▸ **Task objective**: All the entries need to be duplicated exactly, with the pictures omitted.
Data to use below:
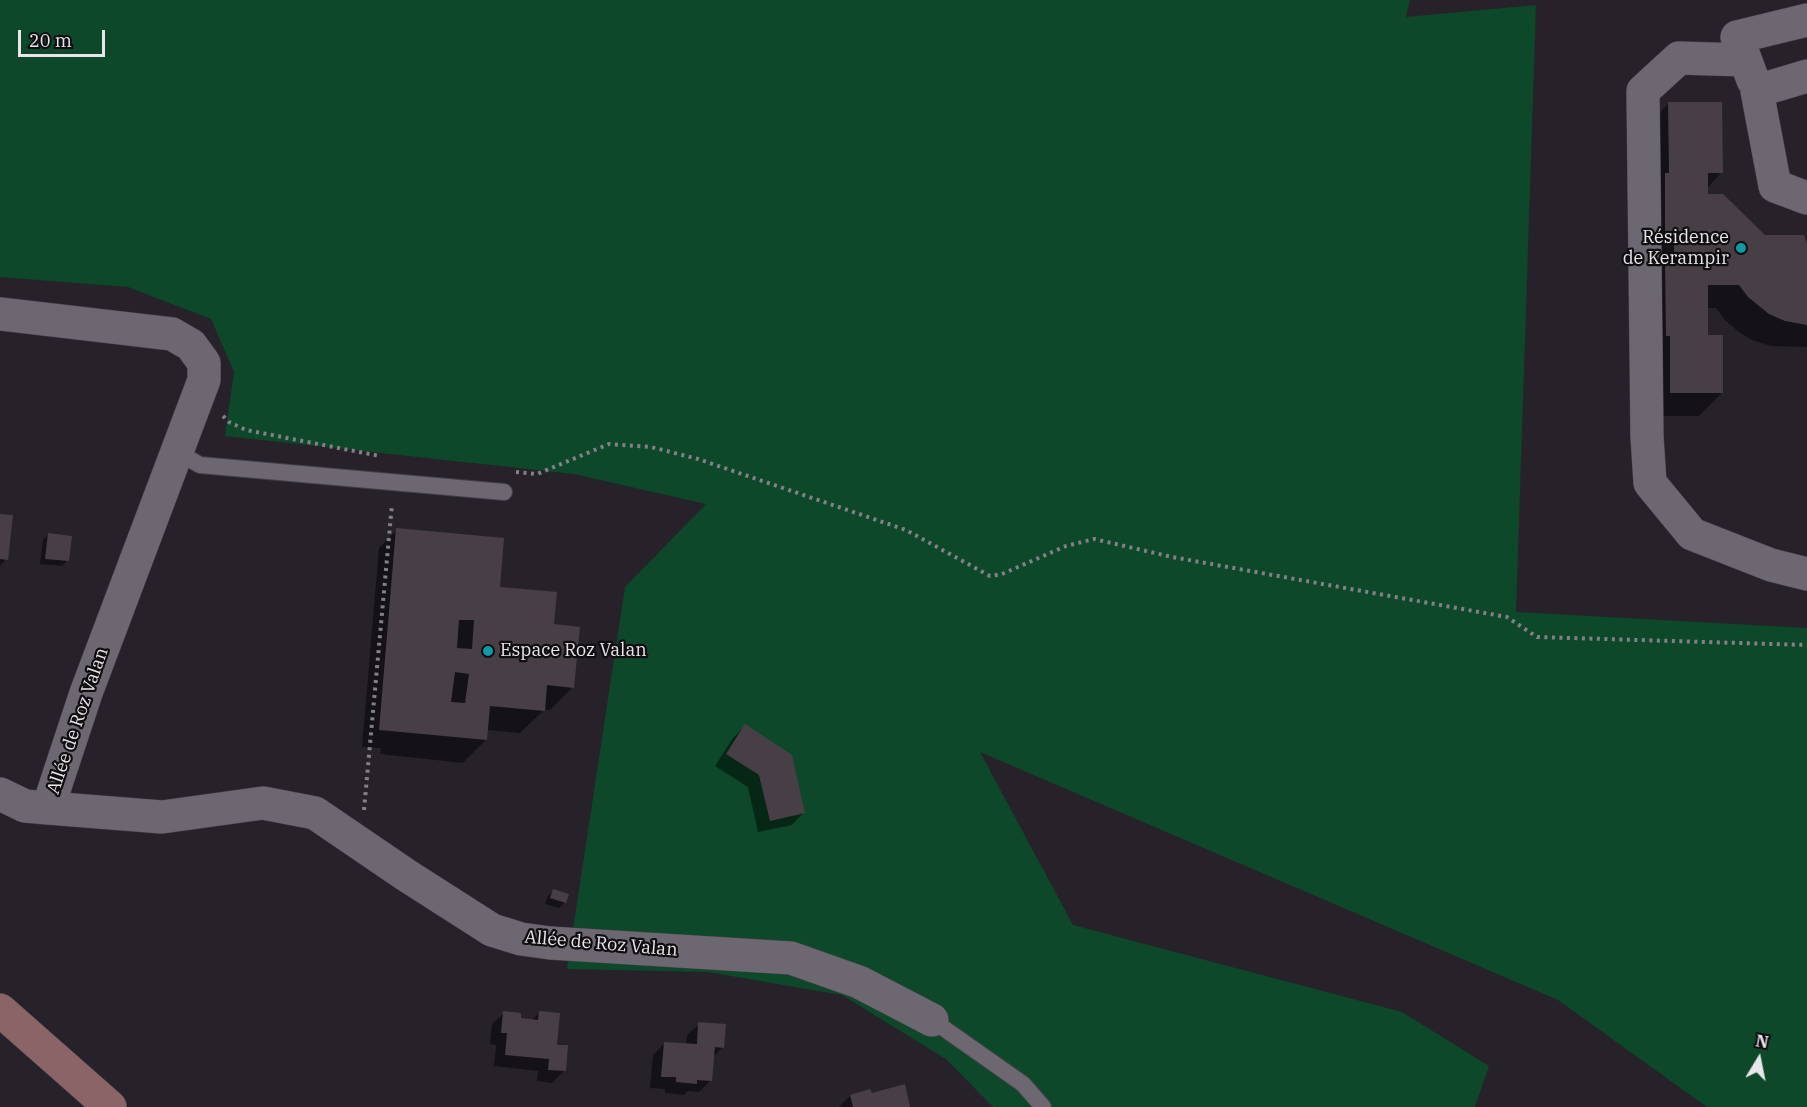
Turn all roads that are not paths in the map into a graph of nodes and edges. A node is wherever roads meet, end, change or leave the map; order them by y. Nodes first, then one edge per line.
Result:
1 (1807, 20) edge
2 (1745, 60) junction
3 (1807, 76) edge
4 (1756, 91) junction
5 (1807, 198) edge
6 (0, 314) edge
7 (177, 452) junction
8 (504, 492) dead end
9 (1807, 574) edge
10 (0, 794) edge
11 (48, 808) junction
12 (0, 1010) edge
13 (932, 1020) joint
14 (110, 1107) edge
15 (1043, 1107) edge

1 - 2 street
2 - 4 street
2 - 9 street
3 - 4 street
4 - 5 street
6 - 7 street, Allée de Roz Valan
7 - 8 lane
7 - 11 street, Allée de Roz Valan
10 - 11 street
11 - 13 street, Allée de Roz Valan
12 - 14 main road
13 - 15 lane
End of Data to use.
▸ **Result of this task**:
Turn all roads that are not paths in the map into a graph of nodes and edges. A node is wherever roads meet, end, change or leave the map; order them by y. Nodes first, then one edge per line.
Result:
1 (1807, 20) edge
2 (1745, 60) junction
3 (1807, 76) edge
4 (1756, 91) junction
5 (1807, 198) edge
6 (0, 314) edge
7 (177, 452) junction
8 (504, 492) dead end
9 (1807, 574) edge
10 (0, 794) edge
11 (48, 808) junction
12 (0, 1010) edge
13 (932, 1020) joint
14 (110, 1107) edge
15 (1043, 1107) edge

1 - 2 street
2 - 4 street
2 - 9 street
3 - 4 street
4 - 5 street
6 - 7 street, Allée de Roz Valan
7 - 8 lane
7 - 11 street, Allée de Roz Valan
10 - 11 street
11 - 13 street, Allée de Roz Valan
12 - 14 main road
13 - 15 lane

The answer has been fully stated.